My Interviews - Gary Talley


Musician Spotlight - Gary Talley

©2012 By Bronson Herrmuth

From his Memphis days as a founding member of The Boxtops on, Gary Talley has played guitar with so many incredible artists it would take this whole page just trying to list them all. Guitar player/teacher, artist, songwriter, Gary has had huge success with everything he does, so be sure to check out his web site and be prepared to spend some time. Thousands of shows, hundreds of records, he's one of the best ever. The following is taken from a very cool one on one interview with Gary in January, 2012. Meet Gary Talley:

You can listen to this entire 30 minute interview:

Pt. 1 of 4 (2.7 MB) mp3     Pt. 2 of 4 (2.9 MB) mp3     Pt. 3 of 4 (3.2 MB) mp3     Pt. 4 of 4 (3.2 MB) mp3

Bronson: How old were you when you started playing guitar?
Gary Talley: I started when I was about 9 or 10 years old. I started putting my dad's guitar on my lap and sitting on the couch just playing around with it, but I didn't really get serious about it until I was I guess about 12 or 13, and my dad taught me how to play "You Are My Sunshine". That's when I really started getting serious about it and then I just played every spare moment.

Bronson: How did you become a member of The Boxtops?
Gary Talley: Well actually The Devilles were around, it was one of the local Memphis bands, and their lead singer, it was Ronnie and the Devilles and he went in the army, so they were looking for another singer and they found Alex Chilton, so it was still The Devilles. The keyboard player John Evans called me and said, "We need a guitar player for The Devilles, do you want to do it?" I said, "Sure." So that's how I got in with Alex, and so that group became The Boxtops.

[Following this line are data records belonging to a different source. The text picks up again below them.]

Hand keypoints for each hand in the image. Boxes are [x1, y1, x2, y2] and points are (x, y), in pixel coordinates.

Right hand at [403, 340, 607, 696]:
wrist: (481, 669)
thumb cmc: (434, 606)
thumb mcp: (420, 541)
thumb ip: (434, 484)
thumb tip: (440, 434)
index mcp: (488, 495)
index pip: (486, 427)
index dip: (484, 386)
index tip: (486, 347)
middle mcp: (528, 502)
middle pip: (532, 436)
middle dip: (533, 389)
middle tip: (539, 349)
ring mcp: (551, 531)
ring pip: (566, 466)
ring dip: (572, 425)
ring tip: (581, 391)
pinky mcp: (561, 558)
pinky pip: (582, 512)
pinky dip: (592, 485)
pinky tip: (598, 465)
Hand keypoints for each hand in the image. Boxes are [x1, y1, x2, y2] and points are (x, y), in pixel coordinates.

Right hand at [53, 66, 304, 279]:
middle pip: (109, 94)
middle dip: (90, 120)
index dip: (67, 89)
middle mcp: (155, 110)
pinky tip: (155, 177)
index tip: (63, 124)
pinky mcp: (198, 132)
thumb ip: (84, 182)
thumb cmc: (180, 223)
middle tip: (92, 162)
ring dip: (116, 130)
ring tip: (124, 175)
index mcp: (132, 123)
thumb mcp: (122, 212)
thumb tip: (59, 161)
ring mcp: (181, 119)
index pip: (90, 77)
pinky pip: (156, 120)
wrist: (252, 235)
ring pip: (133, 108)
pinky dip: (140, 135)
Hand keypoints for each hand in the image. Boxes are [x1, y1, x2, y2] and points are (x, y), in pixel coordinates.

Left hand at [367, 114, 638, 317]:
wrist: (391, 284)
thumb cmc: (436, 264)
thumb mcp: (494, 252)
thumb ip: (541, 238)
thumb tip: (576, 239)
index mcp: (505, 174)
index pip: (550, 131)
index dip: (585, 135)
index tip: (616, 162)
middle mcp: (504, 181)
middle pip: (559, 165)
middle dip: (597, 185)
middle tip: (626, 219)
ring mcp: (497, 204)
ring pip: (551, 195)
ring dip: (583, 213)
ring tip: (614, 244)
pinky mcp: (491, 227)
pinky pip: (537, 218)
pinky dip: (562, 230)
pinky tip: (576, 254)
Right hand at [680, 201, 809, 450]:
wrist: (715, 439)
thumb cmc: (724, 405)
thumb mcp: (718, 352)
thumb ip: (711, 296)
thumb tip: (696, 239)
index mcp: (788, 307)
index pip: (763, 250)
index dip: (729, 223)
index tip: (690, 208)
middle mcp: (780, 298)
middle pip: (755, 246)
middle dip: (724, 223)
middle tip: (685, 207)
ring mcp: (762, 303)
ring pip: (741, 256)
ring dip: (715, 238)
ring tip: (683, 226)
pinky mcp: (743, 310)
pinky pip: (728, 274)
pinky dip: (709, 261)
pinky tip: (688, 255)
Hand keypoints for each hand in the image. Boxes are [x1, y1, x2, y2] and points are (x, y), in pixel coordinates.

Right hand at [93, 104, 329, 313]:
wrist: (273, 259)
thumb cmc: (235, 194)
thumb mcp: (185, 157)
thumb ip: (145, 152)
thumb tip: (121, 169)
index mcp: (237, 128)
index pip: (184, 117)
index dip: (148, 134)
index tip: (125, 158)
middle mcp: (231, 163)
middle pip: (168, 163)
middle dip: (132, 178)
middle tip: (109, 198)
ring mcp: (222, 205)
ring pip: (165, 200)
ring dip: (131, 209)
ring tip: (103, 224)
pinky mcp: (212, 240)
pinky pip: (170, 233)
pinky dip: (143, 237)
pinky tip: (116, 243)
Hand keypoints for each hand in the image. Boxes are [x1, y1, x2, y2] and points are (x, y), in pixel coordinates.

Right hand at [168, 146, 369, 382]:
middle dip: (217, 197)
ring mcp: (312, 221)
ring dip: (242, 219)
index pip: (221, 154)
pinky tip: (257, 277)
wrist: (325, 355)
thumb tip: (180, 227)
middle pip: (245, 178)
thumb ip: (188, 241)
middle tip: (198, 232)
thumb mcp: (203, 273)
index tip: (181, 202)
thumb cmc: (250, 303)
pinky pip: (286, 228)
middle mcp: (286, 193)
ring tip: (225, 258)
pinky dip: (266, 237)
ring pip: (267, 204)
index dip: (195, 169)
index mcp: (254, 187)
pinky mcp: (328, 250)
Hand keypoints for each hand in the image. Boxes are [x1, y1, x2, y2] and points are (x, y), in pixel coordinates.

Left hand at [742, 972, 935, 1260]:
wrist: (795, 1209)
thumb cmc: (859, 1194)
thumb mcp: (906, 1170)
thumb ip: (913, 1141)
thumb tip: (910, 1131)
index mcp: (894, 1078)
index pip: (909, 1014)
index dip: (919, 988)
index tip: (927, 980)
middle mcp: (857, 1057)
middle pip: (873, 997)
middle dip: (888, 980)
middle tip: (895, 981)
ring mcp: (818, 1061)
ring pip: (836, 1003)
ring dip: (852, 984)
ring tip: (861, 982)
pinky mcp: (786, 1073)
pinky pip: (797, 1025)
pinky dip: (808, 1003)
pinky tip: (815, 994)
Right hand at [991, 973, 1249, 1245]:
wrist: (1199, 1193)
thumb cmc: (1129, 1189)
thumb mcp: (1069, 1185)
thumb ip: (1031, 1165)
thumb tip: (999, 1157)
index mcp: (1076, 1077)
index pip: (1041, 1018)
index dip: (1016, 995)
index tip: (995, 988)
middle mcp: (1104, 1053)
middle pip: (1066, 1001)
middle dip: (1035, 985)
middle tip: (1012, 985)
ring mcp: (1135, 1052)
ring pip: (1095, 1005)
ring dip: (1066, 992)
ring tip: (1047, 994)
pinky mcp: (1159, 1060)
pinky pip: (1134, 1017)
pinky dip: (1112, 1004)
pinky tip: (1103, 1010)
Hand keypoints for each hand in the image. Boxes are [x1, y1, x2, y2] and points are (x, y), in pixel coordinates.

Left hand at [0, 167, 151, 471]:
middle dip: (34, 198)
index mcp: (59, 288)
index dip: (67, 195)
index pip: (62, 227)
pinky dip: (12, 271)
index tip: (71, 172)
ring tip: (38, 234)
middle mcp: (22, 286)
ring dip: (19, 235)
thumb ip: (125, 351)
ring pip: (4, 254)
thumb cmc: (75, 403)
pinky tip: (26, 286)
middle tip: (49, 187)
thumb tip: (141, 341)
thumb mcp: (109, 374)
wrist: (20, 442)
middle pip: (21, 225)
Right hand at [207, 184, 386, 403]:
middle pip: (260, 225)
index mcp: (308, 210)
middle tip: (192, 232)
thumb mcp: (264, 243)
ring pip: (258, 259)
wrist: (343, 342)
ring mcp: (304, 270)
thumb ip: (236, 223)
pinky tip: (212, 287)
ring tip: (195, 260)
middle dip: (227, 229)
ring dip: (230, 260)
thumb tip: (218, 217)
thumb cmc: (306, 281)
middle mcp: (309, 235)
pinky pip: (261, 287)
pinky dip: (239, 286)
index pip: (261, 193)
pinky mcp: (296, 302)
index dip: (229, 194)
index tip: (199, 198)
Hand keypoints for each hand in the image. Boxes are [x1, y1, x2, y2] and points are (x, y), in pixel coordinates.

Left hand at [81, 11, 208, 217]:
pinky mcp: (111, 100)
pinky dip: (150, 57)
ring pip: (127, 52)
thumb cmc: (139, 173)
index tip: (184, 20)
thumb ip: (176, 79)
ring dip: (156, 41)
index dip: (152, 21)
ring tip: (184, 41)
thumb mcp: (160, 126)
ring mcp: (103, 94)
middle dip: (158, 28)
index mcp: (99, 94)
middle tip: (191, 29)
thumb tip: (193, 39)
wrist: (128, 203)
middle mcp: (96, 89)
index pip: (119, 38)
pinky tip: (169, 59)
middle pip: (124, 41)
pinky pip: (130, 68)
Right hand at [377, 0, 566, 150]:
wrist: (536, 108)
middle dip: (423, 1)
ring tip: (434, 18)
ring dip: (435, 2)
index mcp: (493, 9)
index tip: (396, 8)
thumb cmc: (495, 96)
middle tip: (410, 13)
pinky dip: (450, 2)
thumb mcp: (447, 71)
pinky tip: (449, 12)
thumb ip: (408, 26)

Bronson: Do you prefer playing live or in the studio?
Gary Talley: I really like both of them. It's two different feelings, I mean I wouldn't want to give either one of them up, I really like doing both. There's certain things about each one. I love the interaction with the people when you play live, when you can actually look out there and see people enjoying the music and the camaraderie between people in the band and the interaction, it's really a lot of fun. But in the studio, the same thing. Of course it's not so much this way anymore, but when you get a whole rhythm section in there and you're creating something together, it's a lot like playing live because the musicians are listening to each other and communicating. You know you may have a lot of input from the producer or you might have very little, but it's still the interplay between the musicians and the song and the artist and just getting that magical thing happening.

Bronson: When did you start teaching guitar?
Gary Talley: I was teaching a little bit even when I was in the Boxtops. I would teach some of my friends, and then when I was in Atlanta I did some teaching too. But when I got to Nashville in '81, and I started writing songs on a more serious level, I realized that a lot of songwriters didn't know some pretty basic stuff about guitar playing, and so I started specializing in teaching guitar to songwriters. I guess in about '83, I really stepped up the teaching, so I made a DVD called "Guitar Playing For Songwriters", that's geared towards songwriters because it focuses on chords and chord progressions and the number system and rhythm patterns and how to structure a song. Everything except lead playing, it doesn't talk about lead guitar at all. It's rhythms and chords and how they go together. The songwriting aspect of it, I really started getting more serious about writing songs when I moved to Nashville because that's what everybody does (laughing). So I co-wrote this song called "Flying Colors" with Kim Morrison that turned out to be the first song on Keith Whitley's, Don't Close Your Eyes album, then I got a T.G. Shepard cut and a few more. I haven't had my big country hit yet, but I've gotten cuts with country artists and blues artists and some of them have been on Grammy winning albums. I'm still writing but playing and teaching takes up more of my time than writing does.